In reality, with the points gap to Premier League safety still bigger than the number of games remaining even after Wednesday's 1-0 win, the Blades have only pride to play for in the league but the FA Cup is a different matter. They will be long-odds outsiders against a Chelsea team revitalised by new manager Thomas Tuchel, but beat Frank Lampard's Blues 3-0 at Bramall Lane in July, and might hope they are distracted by their push to qualify for next season's Champions League, and to go deep in this seasons.

Basham and Bogle were both injured in last month's defeat at Fulham, the former pulling his hamstring and the latter injured in a controversial incident when Alphonse Areola caught him in the shins on the follow-though of a tackle.

Jagielka's dismissal against Aston Villa only added to the problems, but the Blades decided against fighting it.

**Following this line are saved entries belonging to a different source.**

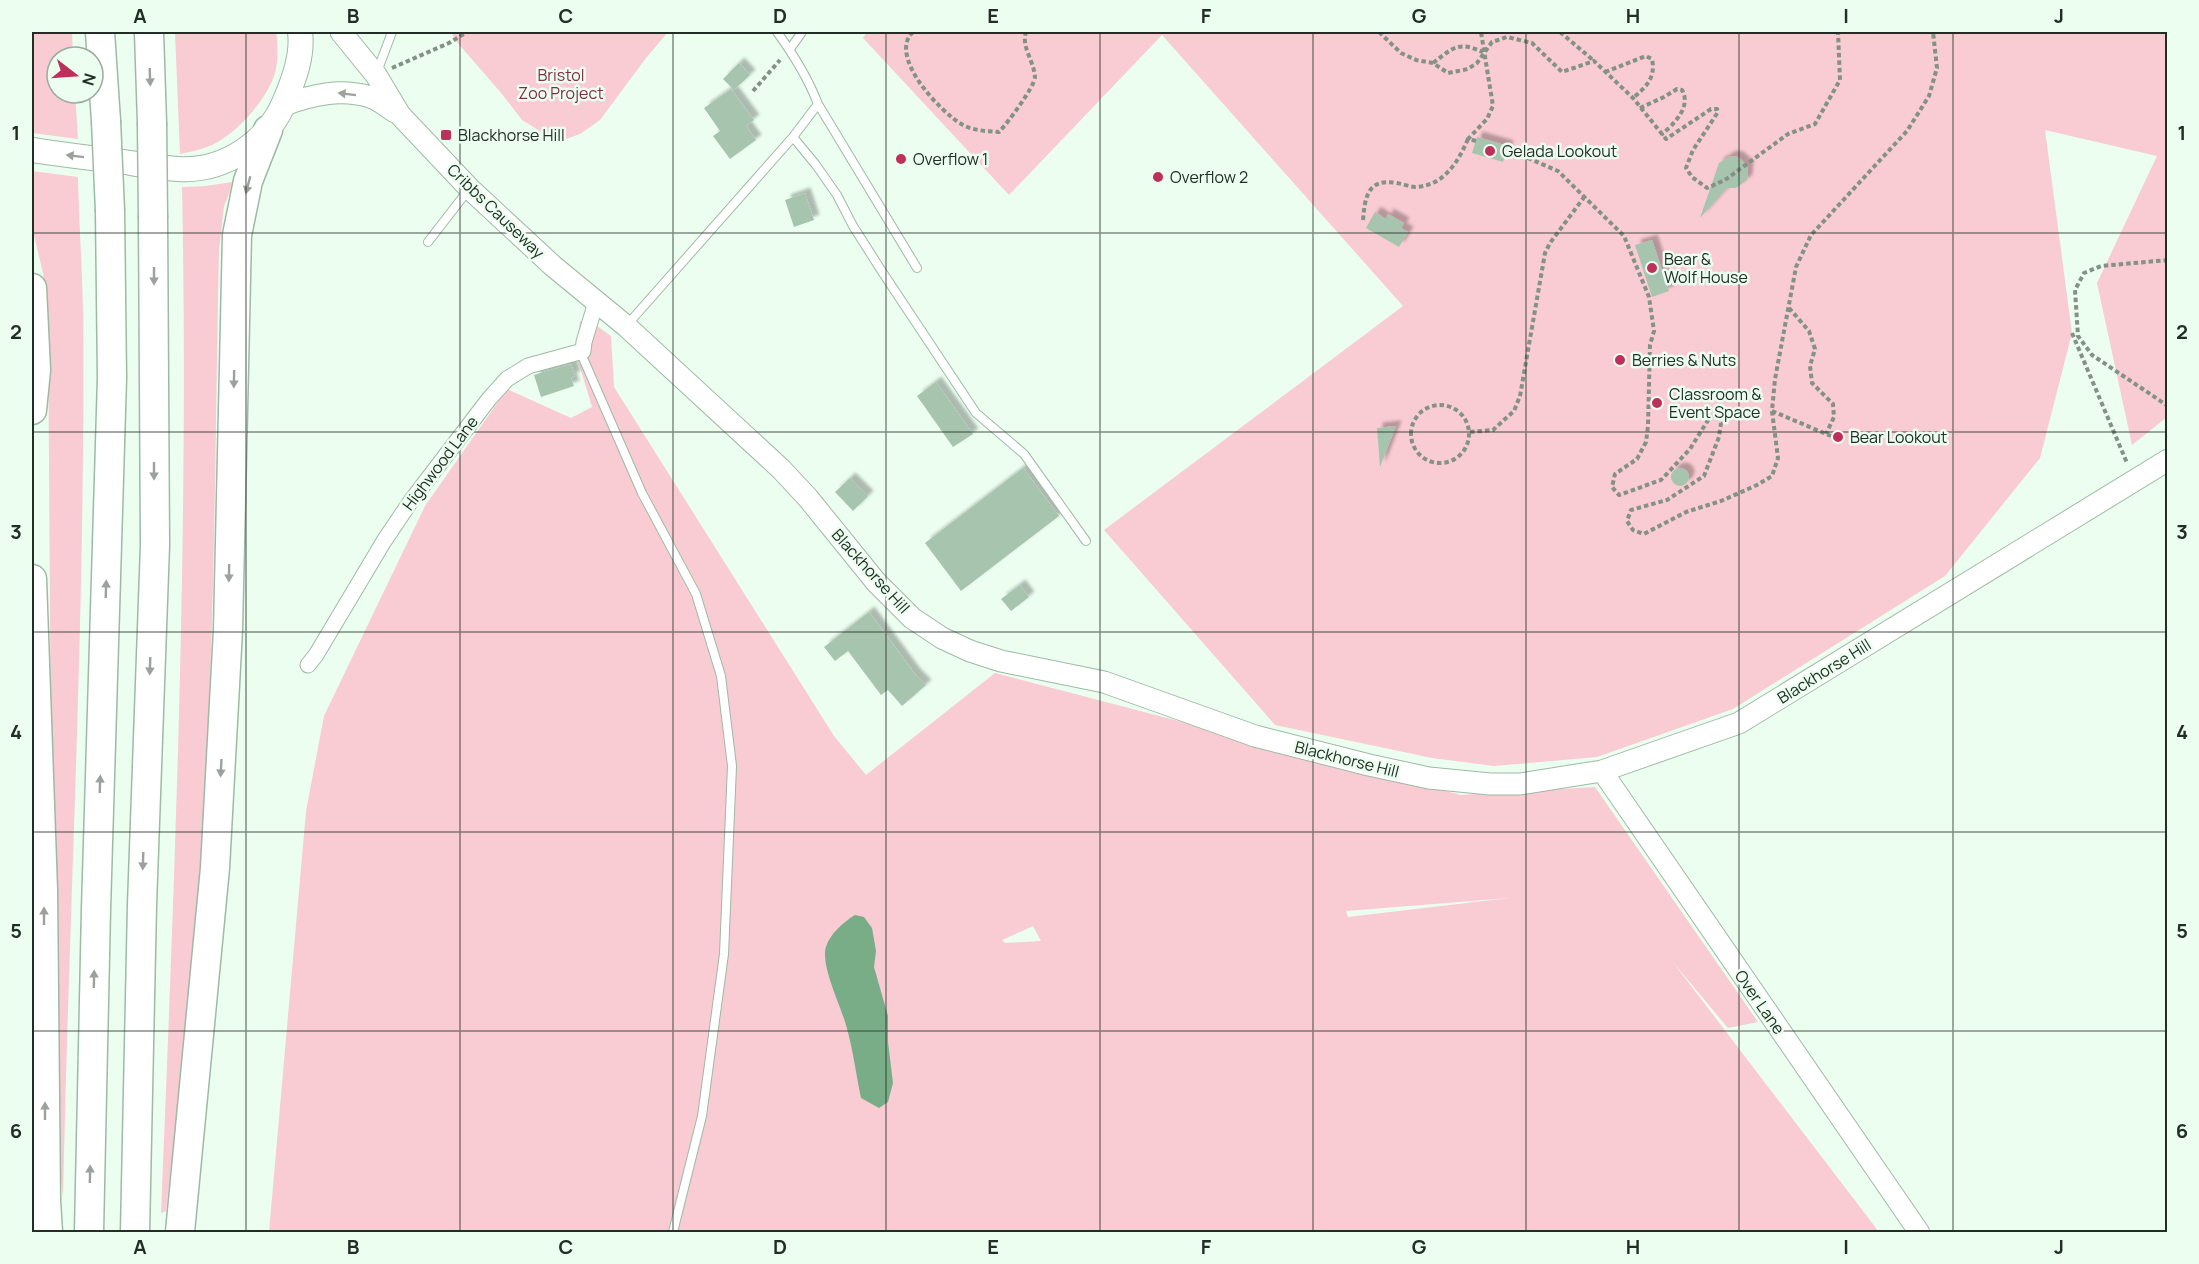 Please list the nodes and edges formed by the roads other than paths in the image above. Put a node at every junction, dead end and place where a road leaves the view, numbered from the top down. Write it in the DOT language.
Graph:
graph roads {
  1 [pos="100,32"];
  2 [pos="149,32"];
  3 [pos="300,32"];
  4 [pos="341,32"];
  5 [pos="392,32"];
  6 [pos="777,32"];
  7 [pos="802,32"];
  8 [pos="790,49"];
  9 [pos="376,75"];
  10 [pos="818,104"];
  11 [pos="284,105"];
  12 [pos="400,115"];
  13 [pos="268,130"];
  14 [pos="794,137"];
  15 [pos="32,150"];
  16 [pos="470,189"];
  17 [pos="428,242"];
  18 [pos="917,268"];
  19 [pos="32,288"];
  20 [pos="596,302"];
  21 [pos="627,326"];
  22 [pos="583,351"];
  23 [pos="32,410"];
  24 [pos="2168,460"];
  25 [pos="1086,542"];
  26 [pos="32,579"];
  27 [pos="308,665"];
  28 [pos="1602,771"];
  29 [pos="48,1233"];
  30 [pos="89,1233"];
  31 [pos="135,1233"];
  32 [pos="180,1233"];
  33 [pos="673,1233"];
  34 [pos="1919,1233"];
  30 -- 1 [label="highway, one-way, bridge"];
  2 -- 31 [label="highway, one-way, bridge"];
  3 -- 11 [label="main road"];
  4 -- 9 [label="main road, Cribbs Causeway"];
  5 -- 9 [label="lane"];
  6 -- 8 [label="lane"];
  7 -- 8 [label="lane"];
  8 -- 10 [label="lane"];
  9 -- 12 [label="main road, Cribbs Causeway"];
  10 -- 14 [label="lane"];
  10 -- 18 [label="lane"];
  12 -- 11 [label="main road, Cribbs Causeway, one-way"];
  11 -- 13 [label="main road"];
  12 -- 16 [label="main road, Cribbs Causeway"];
  13 -- 15 [label="main road, one-way"];
  13 -- 32 [label="highway, one-way"];
  14 -- 21 [label="lane"];
  14 -- 25 [label="lane"];
  16 -- 17 [label="lane"];
  16 -- 20 [label="main road, Cribbs Causeway"];
  19 -- 23 [label="highway"];
  20 -- 21 [label="main road, Blackhorse Hill"];
  20 -- 22 [label="street"];
  21 -- 28 [label="main road, Blackhorse Hill"];
  22 -- 27 [label="street, Highwood Lane"];
  22 -- 33 [label="lane"];
  24 -- 28 [label="main road, Blackhorse Hill"];
  29 -- 26 [label="highway, one-way"];
  28 -- 34 [label="street, Over Lane"];
}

The 38-year-old was awarded a yellow card for his foul on Anwar El Ghazi, but that was changed to a red when a video assistant referee review concluded he had denied a goalscoring opportunity. With Kean Bryan square of his fellow centre-back, it seemed hard to call Robert Jones's original decision a clear and obvious error, which is supposed to be the criteria for overturning it via VAR.

But those same shades of grey might have made an appeal unsuccessful too and manager Wilder, who has spoken before about the futility of contesting decisions after games, was persuaded against.

“We looked at it through the night and the next morning but we did but we took advice on it. Yet again we had a difference of opinion but we were told on a technicality the three things they're looking for and consider.

“I think I've been consistent on this, it has to be an unbelievably clear and obvious mistake (to overturn a referee's decision) and I didn't think it was but they thought it was so it was pointless from our point of view (to appeal) having taken advice and spoken to a couple of people and we have to accept that decision.”